To examine the association of HRRP with 30-day hospital readmission and 30-day post-discharge mortality rate in patients after discharge from COPD hospitalization.
Retrospective cohort study of readmission and mortality rates in a national cohort (N=4,587,542) of admissions of Medicare fee-for-service beneficiaries 65 years or older with COPD from 2006 to 2017.
Data were analyzed for three non-overlapping periods based on implementation of the HRRP specific to COPD: 1) pre-announcement (December 2006- March 2010), 2) announcement (April 2010-August 2014) and 3) Implementation (October 2014-November 2017).

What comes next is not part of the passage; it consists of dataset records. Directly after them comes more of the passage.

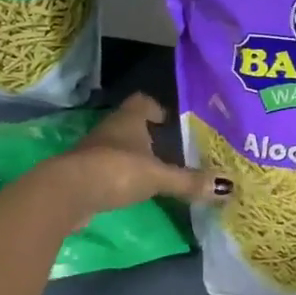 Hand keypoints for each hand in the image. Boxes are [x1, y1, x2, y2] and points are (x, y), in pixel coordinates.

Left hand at [30, 94, 229, 227]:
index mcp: (129, 118)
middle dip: (152, 134)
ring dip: (137, 155)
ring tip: (161, 169)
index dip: (160, 108)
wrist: (67, 193)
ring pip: (122, 147)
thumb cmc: (116, 170)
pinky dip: (124, 175)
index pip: (145, 102)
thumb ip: (189, 181)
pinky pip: (111, 168)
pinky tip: (137, 188)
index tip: (175, 120)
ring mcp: (95, 151)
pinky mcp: (86, 174)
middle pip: (134, 125)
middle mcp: (111, 129)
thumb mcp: (157, 176)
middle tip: (176, 147)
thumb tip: (228, 186) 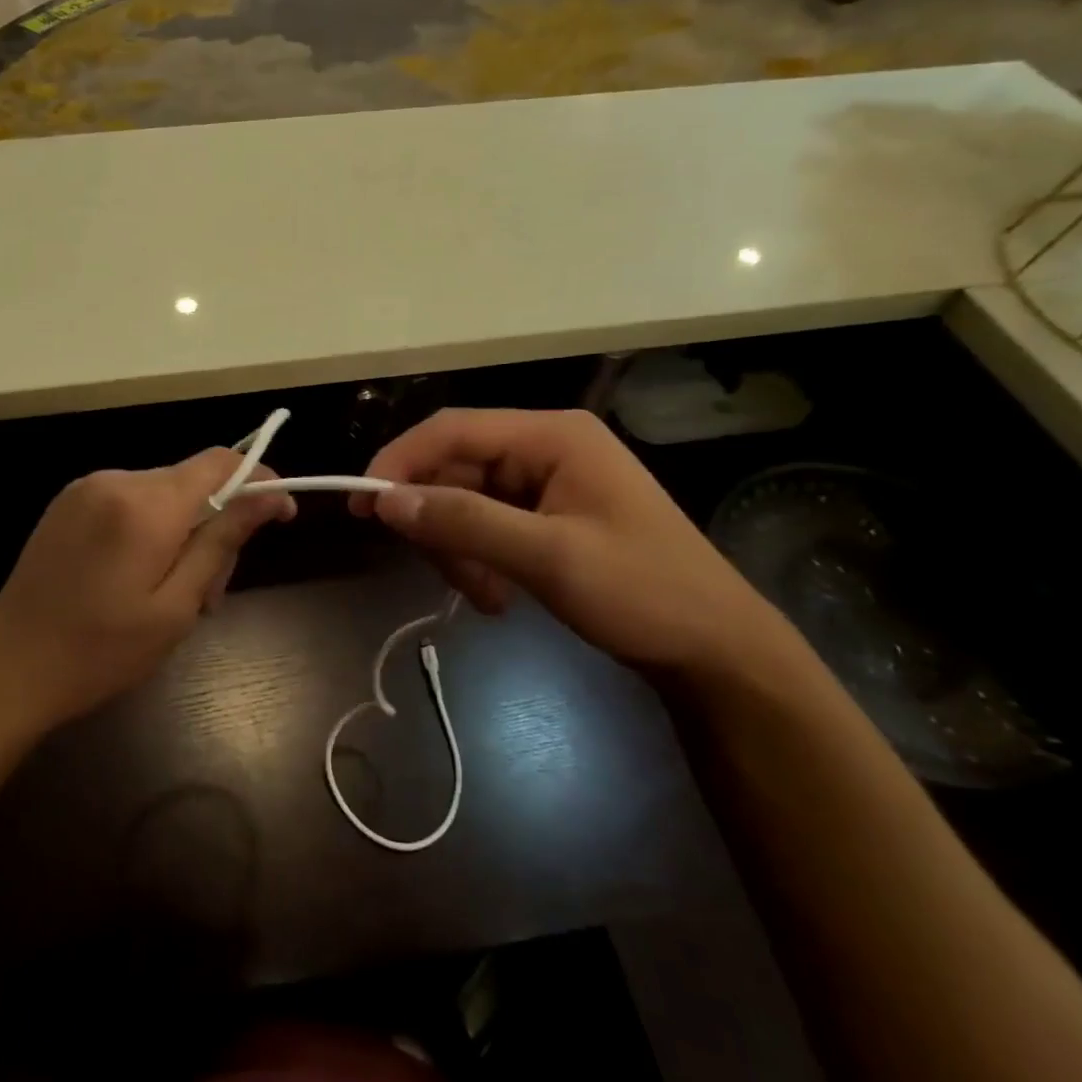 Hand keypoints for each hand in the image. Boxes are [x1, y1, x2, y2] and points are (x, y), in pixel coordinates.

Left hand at [0, 449, 295, 733]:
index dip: (257, 481)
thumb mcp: (176, 606)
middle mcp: (116, 480)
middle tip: (213, 592)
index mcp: (145, 505)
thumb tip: (270, 497)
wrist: (8, 667)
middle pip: (192, 481)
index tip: (280, 515)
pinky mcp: (68, 503)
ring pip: (163, 493)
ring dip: (184, 531)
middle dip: (217, 524)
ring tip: (176, 595)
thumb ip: (222, 542)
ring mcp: (87, 488)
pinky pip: (130, 501)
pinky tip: (140, 577)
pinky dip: (151, 528)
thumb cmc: (101, 651)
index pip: (220, 463)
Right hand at [353, 408, 802, 684]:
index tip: (364, 505)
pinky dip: (478, 561)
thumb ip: (465, 522)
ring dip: (459, 551)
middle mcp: (544, 449)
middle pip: (455, 469)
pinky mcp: (546, 517)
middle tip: (441, 575)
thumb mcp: (549, 558)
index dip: (401, 461)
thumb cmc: (643, 593)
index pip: (452, 430)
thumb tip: (386, 500)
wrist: (717, 651)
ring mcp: (546, 484)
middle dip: (439, 523)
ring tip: (485, 598)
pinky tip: (498, 598)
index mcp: (552, 436)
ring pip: (464, 503)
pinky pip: (486, 527) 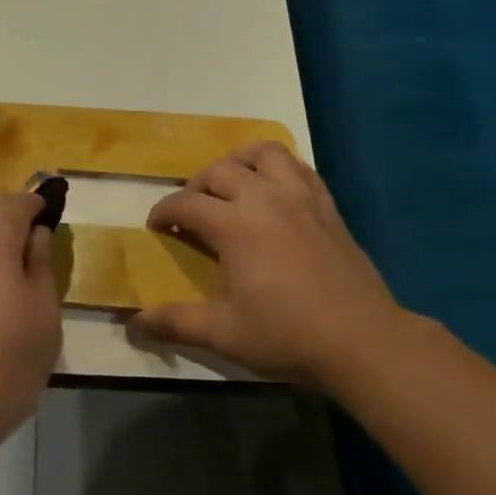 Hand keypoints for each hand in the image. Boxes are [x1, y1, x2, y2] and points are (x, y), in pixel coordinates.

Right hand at [133, 142, 404, 386]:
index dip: (164, 211)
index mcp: (235, 225)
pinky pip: (299, 167)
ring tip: (232, 183)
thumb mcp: (223, 333)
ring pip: (263, 153)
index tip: (157, 226)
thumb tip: (133, 324)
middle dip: (195, 185)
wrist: (362, 341)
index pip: (186, 203)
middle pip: (218, 170)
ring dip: (239, 161)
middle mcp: (264, 199)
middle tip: (191, 210)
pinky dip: (279, 167)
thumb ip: (175, 322)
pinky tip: (274, 188)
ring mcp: (300, 197)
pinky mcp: (327, 205)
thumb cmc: (287, 335) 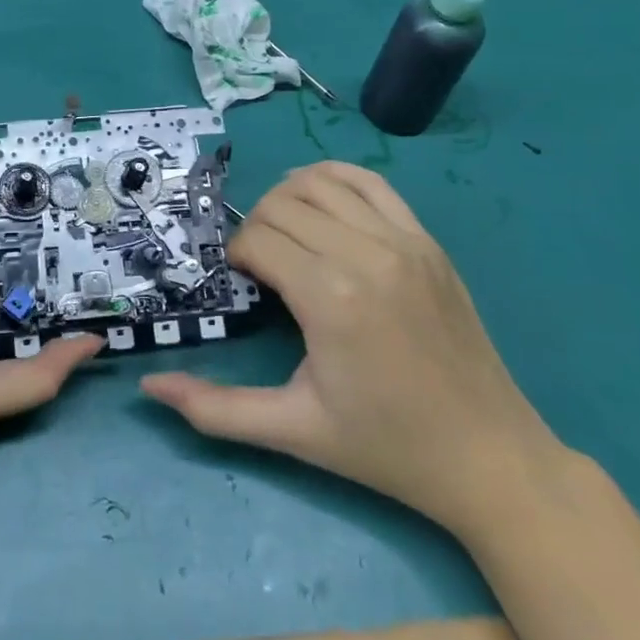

The 30-day readmission rate decreased from 20.54% in the pre-announcement period (December 2006-July 2008) to 18.74% in the implementation period (May 2016-November 2017). The 30-day risk-standardized post-discharge mortality rates were 6.91%, 6.59% and 7.30% for the pre-announcement, announcement and implementation periods, respectively. Generalized Estimating Equations analyses estimated an additional 1,196 deaths (October 2014-April 2016) and 3,858 deaths (May 2016-November 2017) during the HRRP implementation period.
We found a reduction in 30-day all-cause readmission rate during the implementation period compared to the pre-announcement phase. HRRP implementation was also associated with a significant increase in 30-day mortality after discharge from COPD hospitalization. Additional research is necessary to confirm our findings and understand the factors contributing to increased mortality in patients with COPD in the HRRP implementation period.